4. They are wafted by the same heavenly wind. The Spirit works in each according to his own will.

5. They find comfort in each other's society.

6. They hope to live together forever above.

IV. Who are they that they should fly this way?

They are doves, and so they come to their usual abodes in the clefts of the rock, or to the openings of the dove-house.

1. Seeking safety in Jesus, from the hawks which pursue them.

2. Desiring rest in his love, for they are wearied, and find no other rest for the soles of their feet.

3. Finding a home in his heart. Swallows go to another home in winter, but saints abide in Christ for ever.

4. Their companions are there: doves congregate, and so do saved sinners love fellowship with each other.

5. Their young are there. "The swallow hath found a nest for herself, where she may lay her young": Psalms 84:3. Believers love to have their children housed in Christ.

6. Their food is there. Where else can we find provender?

7. Their all is there. Christ is all.

V. But who are they individually?

1. Some are our own children.

2. Some are from the Sabbath-school.

3. Some are old hearers, who were gospel-hardened.

4. Some are quite strangers, outsiders.

5. Some are backsliders returning.

6. Some are those whom we sought in prayer, and personal address.

Dear hearer, are you one of them? Have you not reason to fly from the wrath to come?

Fly first to Jesus, and then without delay hasten to his church.

Feathers This text has been well illustrated by Morier. "In the environs of the city (Ispahan), to the westward, near Zainderood, are many pigeon-houses, erected at a distance from habitations. They are large, round towers, rather broader at the bottom than at the top, and crowned by conical spiracles, through which the pigeons descend. The interior resembles a honeycomb, pierced with a thousand holes, each of which forms a snug retreat for a nest. The extraordinary flights of pigeons, which I have seen upon one of these buildings, afford perhaps a good illustration of the passage. The great numbers, and the compactness of the mass, literally looked like a cloud at a distance, and obscured the sun in their passage." What gives an additional value to this illustration is the probability that similar dove-houses were in use among the Hebrews, for they certainly were so among their Egyptian neighbors.—Kitto's Pictorial Bible.

God's children love communion and fellowship one with another, that they may mutually be comforted and edified in faith: "they fly like a cloud, and as doves to their windows"; that is, to the house or church of God.—Benjamin Keach.

Those that are weak want supply and support from others.
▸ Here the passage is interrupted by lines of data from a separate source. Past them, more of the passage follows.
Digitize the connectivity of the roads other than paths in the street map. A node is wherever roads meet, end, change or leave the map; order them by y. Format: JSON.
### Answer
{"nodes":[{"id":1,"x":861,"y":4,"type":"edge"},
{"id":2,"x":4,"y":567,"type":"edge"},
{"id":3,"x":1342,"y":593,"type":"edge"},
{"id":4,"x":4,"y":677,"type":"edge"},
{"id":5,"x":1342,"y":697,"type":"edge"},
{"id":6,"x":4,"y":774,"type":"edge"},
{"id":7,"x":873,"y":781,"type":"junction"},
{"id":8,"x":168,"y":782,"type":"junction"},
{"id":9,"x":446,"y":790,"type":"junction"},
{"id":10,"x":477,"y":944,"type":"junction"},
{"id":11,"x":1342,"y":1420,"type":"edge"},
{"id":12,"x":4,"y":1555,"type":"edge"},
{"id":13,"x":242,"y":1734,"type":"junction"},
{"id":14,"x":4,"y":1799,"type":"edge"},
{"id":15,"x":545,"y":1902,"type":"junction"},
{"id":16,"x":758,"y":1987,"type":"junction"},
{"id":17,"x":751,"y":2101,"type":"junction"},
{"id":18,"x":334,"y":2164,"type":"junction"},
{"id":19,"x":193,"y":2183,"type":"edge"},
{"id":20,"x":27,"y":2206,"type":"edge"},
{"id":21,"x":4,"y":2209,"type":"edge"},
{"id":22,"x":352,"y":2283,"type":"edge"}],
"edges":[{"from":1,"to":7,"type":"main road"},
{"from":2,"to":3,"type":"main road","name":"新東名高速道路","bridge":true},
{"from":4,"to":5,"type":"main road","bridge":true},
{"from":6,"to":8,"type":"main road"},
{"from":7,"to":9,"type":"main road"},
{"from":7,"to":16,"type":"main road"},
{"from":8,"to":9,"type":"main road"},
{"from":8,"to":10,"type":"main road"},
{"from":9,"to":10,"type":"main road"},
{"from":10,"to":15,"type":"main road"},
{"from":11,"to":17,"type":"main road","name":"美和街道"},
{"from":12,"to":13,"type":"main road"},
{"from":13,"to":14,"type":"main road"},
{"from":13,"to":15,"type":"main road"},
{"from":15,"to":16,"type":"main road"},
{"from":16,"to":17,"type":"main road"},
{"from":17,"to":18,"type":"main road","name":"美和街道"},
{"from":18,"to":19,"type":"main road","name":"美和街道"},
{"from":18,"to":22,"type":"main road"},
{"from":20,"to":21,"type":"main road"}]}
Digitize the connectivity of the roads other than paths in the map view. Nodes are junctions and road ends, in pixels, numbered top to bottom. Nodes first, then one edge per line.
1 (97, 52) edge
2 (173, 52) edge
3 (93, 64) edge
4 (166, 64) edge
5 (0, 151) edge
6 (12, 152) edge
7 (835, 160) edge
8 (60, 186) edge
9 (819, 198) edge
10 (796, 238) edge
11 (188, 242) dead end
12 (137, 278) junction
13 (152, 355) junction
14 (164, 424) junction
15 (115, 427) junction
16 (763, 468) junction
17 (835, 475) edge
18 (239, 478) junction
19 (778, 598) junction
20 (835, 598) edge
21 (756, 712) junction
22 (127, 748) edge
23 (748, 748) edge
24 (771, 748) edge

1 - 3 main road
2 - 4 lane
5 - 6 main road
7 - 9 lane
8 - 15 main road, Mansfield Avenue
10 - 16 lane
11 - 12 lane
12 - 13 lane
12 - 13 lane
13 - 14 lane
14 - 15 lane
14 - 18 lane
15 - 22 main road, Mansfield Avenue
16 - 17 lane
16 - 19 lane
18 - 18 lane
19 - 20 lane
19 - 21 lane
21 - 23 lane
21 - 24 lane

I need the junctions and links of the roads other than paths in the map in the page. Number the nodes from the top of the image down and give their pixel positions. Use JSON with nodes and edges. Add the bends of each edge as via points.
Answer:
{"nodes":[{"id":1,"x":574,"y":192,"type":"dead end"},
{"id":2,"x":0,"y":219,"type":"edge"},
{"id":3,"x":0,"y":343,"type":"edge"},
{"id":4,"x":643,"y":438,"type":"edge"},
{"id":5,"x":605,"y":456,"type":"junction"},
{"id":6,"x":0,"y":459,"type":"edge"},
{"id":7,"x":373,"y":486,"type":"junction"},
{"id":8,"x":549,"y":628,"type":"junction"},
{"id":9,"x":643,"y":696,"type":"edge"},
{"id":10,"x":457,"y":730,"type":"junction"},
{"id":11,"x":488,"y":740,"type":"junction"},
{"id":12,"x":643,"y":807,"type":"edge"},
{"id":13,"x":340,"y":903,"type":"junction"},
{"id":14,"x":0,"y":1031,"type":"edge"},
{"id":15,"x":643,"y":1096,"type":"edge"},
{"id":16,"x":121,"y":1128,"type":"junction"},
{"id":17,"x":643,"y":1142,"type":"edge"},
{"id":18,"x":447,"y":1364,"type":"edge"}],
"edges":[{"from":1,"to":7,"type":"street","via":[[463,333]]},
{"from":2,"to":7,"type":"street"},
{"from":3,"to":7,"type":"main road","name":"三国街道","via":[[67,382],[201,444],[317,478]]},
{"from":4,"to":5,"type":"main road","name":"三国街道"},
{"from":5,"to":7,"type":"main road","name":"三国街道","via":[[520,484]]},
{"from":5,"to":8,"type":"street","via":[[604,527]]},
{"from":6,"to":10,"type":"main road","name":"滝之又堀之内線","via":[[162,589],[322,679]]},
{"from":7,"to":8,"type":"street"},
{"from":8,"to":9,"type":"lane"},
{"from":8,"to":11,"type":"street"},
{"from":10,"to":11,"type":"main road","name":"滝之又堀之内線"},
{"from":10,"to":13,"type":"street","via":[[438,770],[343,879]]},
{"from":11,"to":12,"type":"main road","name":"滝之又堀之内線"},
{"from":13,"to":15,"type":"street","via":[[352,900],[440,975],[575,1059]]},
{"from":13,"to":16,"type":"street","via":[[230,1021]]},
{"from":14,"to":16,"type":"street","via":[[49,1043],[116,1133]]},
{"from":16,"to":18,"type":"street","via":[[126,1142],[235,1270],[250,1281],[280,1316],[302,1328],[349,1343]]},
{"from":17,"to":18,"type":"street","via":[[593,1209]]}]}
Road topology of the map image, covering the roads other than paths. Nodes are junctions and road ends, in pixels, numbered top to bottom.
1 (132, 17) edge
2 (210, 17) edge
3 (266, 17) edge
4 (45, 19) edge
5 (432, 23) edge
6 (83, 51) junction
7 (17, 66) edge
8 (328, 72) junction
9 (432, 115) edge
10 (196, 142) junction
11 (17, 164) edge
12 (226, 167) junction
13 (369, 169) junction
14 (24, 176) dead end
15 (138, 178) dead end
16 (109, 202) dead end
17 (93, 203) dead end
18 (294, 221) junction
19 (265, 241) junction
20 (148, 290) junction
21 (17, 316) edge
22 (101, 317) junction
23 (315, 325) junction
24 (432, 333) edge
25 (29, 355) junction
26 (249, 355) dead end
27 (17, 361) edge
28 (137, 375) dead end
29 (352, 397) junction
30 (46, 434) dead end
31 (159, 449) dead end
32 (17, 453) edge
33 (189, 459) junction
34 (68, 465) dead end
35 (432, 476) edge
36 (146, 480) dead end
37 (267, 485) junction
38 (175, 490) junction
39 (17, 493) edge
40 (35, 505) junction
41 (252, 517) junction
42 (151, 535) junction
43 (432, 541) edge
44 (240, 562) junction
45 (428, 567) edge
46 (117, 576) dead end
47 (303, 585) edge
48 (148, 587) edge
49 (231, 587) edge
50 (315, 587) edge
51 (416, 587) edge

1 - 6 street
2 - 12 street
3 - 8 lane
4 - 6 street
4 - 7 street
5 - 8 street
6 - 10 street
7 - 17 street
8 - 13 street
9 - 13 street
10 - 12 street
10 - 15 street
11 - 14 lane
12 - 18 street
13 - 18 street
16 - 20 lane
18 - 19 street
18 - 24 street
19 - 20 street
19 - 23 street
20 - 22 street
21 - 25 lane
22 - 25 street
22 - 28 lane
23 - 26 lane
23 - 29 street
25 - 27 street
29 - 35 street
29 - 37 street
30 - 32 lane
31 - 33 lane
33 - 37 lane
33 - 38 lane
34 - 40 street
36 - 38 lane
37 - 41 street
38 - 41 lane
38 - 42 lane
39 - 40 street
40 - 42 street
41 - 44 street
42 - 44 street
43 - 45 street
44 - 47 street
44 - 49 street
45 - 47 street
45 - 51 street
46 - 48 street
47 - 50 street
Nature teacheth this lesson. The weakest creatures amongst fish, or fowls, or beasts, go usually in flocks and companies.—G. Swinnock.

Birds of a feather flock together.

Everybody knows that large flocks of pigeons assemble at the stroke of the great clock in the square of St. Mark, Venice. Believe me, it is not the music of the bell which attracts them, they can hear that every hour. They come, Mr. Preacher, for food, and no mere sound will long collect them. This is a hint for filling your meeting-house; it must be done not merely by that fine, bell-like voice of yours, but by all the neighborhood's being assured that spiritual food is to be had when you open your mouth. Barley for pigeons, good sir; and the gospel for men and women. Try it in earnest, and you cannot fail; you will soon be saying, "Who are they that fly as a cloud, and as doves to their windows?"—From "Feathers for Arrows," by C. H. Spurgeon. A writer in "Nature" states that the small birds that are unable to fly the three hundred and fifty miles across the Mediterranean Sea, are carried over on the backs of cranes. When the first cold weather comes, the cranes fly low, making a peculiar cry. Little birds of every species fly up to them, while the twittering of those already settled may be distinctly heard. But for this provision, many species of small birds would become extinct. So, many converts that are young and feeble need much assistance in seeking Christ. Let those that are strong help the weaker ones in their spiritual flight.